● **Work instructions**
Retype all of the lines below with no changes.

Saved entries
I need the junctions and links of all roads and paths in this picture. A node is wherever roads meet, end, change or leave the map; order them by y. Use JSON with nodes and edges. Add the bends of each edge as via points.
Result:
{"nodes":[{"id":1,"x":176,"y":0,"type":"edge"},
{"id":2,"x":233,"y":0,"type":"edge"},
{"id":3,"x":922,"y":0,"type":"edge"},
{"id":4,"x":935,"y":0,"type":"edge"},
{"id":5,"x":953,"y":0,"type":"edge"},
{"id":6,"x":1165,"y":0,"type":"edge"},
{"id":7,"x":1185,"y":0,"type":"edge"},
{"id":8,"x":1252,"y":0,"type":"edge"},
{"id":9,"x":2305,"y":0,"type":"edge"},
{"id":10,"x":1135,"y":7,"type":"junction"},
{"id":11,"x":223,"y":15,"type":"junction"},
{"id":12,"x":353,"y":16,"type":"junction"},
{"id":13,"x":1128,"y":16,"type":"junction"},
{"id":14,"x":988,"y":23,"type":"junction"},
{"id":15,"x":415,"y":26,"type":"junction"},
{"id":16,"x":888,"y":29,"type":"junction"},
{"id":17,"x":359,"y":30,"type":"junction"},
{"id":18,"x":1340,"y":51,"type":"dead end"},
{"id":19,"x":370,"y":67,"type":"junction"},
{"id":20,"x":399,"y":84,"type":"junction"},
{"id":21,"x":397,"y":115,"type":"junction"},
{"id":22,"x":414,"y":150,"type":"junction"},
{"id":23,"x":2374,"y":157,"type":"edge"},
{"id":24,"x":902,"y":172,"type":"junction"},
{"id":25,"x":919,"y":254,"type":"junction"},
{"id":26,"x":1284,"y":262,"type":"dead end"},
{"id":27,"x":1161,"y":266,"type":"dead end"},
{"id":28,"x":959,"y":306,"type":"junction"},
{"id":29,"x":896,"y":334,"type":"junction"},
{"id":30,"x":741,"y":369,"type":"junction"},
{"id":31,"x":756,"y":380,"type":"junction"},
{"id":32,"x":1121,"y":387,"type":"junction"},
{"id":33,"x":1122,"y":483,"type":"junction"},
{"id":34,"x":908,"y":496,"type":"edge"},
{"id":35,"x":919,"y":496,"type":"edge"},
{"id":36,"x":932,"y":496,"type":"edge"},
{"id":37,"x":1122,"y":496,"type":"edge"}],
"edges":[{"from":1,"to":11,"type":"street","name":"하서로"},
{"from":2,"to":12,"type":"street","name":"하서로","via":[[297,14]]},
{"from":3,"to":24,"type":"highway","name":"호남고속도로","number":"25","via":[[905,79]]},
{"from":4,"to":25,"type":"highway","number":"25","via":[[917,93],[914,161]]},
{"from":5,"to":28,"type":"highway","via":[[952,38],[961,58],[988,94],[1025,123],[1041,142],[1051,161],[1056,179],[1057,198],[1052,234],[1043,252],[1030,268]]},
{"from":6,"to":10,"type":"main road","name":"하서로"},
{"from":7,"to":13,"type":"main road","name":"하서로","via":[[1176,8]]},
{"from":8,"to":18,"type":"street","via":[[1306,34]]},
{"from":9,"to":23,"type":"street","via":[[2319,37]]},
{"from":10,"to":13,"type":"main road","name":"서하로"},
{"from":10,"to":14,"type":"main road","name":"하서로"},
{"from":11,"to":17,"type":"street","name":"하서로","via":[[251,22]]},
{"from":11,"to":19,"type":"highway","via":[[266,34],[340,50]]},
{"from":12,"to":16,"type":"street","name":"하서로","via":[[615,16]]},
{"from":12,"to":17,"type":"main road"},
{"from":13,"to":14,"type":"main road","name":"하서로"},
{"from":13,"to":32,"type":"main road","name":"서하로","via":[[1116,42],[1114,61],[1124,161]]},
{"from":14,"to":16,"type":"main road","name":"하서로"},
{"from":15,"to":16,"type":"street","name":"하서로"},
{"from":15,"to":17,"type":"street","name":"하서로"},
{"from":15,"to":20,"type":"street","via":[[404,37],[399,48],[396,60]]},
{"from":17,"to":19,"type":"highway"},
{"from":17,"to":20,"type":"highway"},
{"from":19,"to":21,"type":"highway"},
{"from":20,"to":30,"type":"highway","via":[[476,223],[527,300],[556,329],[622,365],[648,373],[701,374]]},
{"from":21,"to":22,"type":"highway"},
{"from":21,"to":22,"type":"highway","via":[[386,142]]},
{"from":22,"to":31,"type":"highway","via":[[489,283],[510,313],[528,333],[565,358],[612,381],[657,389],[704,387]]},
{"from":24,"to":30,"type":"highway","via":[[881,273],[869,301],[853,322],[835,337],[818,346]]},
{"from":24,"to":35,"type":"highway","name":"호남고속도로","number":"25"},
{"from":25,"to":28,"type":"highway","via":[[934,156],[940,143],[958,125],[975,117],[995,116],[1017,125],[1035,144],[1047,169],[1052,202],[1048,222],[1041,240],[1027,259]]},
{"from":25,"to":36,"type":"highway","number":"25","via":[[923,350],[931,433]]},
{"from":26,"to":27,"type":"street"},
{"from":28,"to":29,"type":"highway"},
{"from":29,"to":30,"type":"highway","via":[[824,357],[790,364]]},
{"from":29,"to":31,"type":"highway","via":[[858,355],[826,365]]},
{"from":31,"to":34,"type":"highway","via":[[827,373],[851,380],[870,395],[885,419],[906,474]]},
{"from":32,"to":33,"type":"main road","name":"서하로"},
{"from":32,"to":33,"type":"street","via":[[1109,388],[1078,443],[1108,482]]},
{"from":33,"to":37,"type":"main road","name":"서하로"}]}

● **Task output**
I need the junctions and links of all roads and paths in this picture. A node is wherever roads meet, end, change or leave the map; order them by y. Use JSON with nodes and edges. Add the bends of each edge as via points.
Result:
{"nodes":[{"id":1,"x":176,"y":0,"type":"edge"},
{"id":2,"x":233,"y":0,"type":"edge"},
{"id":3,"x":922,"y":0,"type":"edge"},
{"id":4,"x":935,"y":0,"type":"edge"},
{"id":5,"x":953,"y":0,"type":"edge"},
{"id":6,"x":1165,"y":0,"type":"edge"},
{"id":7,"x":1185,"y":0,"type":"edge"},
{"id":8,"x":1252,"y":0,"type":"edge"},
{"id":9,"x":2305,"y":0,"type":"edge"},
{"id":10,"x":1135,"y":7,"type":"junction"},
{"id":11,"x":223,"y":15,"type":"junction"},
{"id":12,"x":353,"y":16,"type":"junction"},
{"id":13,"x":1128,"y":16,"type":"junction"},
{"id":14,"x":988,"y":23,"type":"junction"},
{"id":15,"x":415,"y":26,"type":"junction"},
{"id":16,"x":888,"y":29,"type":"junction"},
{"id":17,"x":359,"y":30,"type":"junction"},
{"id":18,"x":1340,"y":51,"type":"dead end"},
{"id":19,"x":370,"y":67,"type":"junction"},
{"id":20,"x":399,"y":84,"type":"junction"},
{"id":21,"x":397,"y":115,"type":"junction"},
{"id":22,"x":414,"y":150,"type":"junction"},
{"id":23,"x":2374,"y":157,"type":"edge"},
{"id":24,"x":902,"y":172,"type":"junction"},
{"id":25,"x":919,"y":254,"type":"junction"},
{"id":26,"x":1284,"y":262,"type":"dead end"},
{"id":27,"x":1161,"y":266,"type":"dead end"},
{"id":28,"x":959,"y":306,"type":"junction"},
{"id":29,"x":896,"y":334,"type":"junction"},
{"id":30,"x":741,"y":369,"type":"junction"},
{"id":31,"x":756,"y":380,"type":"junction"},
{"id":32,"x":1121,"y":387,"type":"junction"},
{"id":33,"x":1122,"y":483,"type":"junction"},
{"id":34,"x":908,"y":496,"type":"edge"},
{"id":35,"x":919,"y":496,"type":"edge"},
{"id":36,"x":932,"y":496,"type":"edge"},
{"id":37,"x":1122,"y":496,"type":"edge"}],
"edges":[{"from":1,"to":11,"type":"street","name":"하서로"},
{"from":2,"to":12,"type":"street","name":"하서로","via":[[297,14]]},
{"from":3,"to":24,"type":"highway","name":"호남고속도로","number":"25","via":[[905,79]]},
{"from":4,"to":25,"type":"highway","number":"25","via":[[917,93],[914,161]]},
{"from":5,"to":28,"type":"highway","via":[[952,38],[961,58],[988,94],[1025,123],[1041,142],[1051,161],[1056,179],[1057,198],[1052,234],[1043,252],[1030,268]]},
{"from":6,"to":10,"type":"main road","name":"하서로"},
{"from":7,"to":13,"type":"main road","name":"하서로","via":[[1176,8]]},
{"from":8,"to":18,"type":"street","via":[[1306,34]]},
{"from":9,"to":23,"type":"street","via":[[2319,37]]},
{"from":10,"to":13,"type":"main road","name":"서하로"},
{"from":10,"to":14,"type":"main road","name":"하서로"},
{"from":11,"to":17,"type":"street","name":"하서로","via":[[251,22]]},
{"from":11,"to":19,"type":"highway","via":[[266,34],[340,50]]},
{"from":12,"to":16,"type":"street","name":"하서로","via":[[615,16]]},
{"from":12,"to":17,"type":"main road"},
{"from":13,"to":14,"type":"main road","name":"하서로"},
{"from":13,"to":32,"type":"main road","name":"서하로","via":[[1116,42],[1114,61],[1124,161]]},
{"from":14,"to":16,"type":"main road","name":"하서로"},
{"from":15,"to":16,"type":"street","name":"하서로"},
{"from":15,"to":17,"type":"street","name":"하서로"},
{"from":15,"to":20,"type":"street","via":[[404,37],[399,48],[396,60]]},
{"from":17,"to":19,"type":"highway"},
{"from":17,"to":20,"type":"highway"},
{"from":19,"to":21,"type":"highway"},
{"from":20,"to":30,"type":"highway","via":[[476,223],[527,300],[556,329],[622,365],[648,373],[701,374]]},
{"from":21,"to":22,"type":"highway"},
{"from":21,"to":22,"type":"highway","via":[[386,142]]},
{"from":22,"to":31,"type":"highway","via":[[489,283],[510,313],[528,333],[565,358],[612,381],[657,389],[704,387]]},
{"from":24,"to":30,"type":"highway","via":[[881,273],[869,301],[853,322],[835,337],[818,346]]},
{"from":24,"to":35,"type":"highway","name":"호남고속도로","number":"25"},
{"from":25,"to":28,"type":"highway","via":[[934,156],[940,143],[958,125],[975,117],[995,116],[1017,125],[1035,144],[1047,169],[1052,202],[1048,222],[1041,240],[1027,259]]},
{"from":25,"to":36,"type":"highway","number":"25","via":[[923,350],[931,433]]},
{"from":26,"to":27,"type":"street"},
{"from":28,"to":29,"type":"highway"},
{"from":29,"to":30,"type":"highway","via":[[824,357],[790,364]]},
{"from":29,"to":31,"type":"highway","via":[[858,355],[826,365]]},
{"from":31,"to":34,"type":"highway","via":[[827,373],[851,380],[870,395],[885,419],[906,474]]},
{"from":32,"to":33,"type":"main road","name":"서하로"},
{"from":32,"to":33,"type":"street","via":[[1109,388],[1078,443],[1108,482]]},
{"from":33,"to":37,"type":"main road","name":"서하로"}]}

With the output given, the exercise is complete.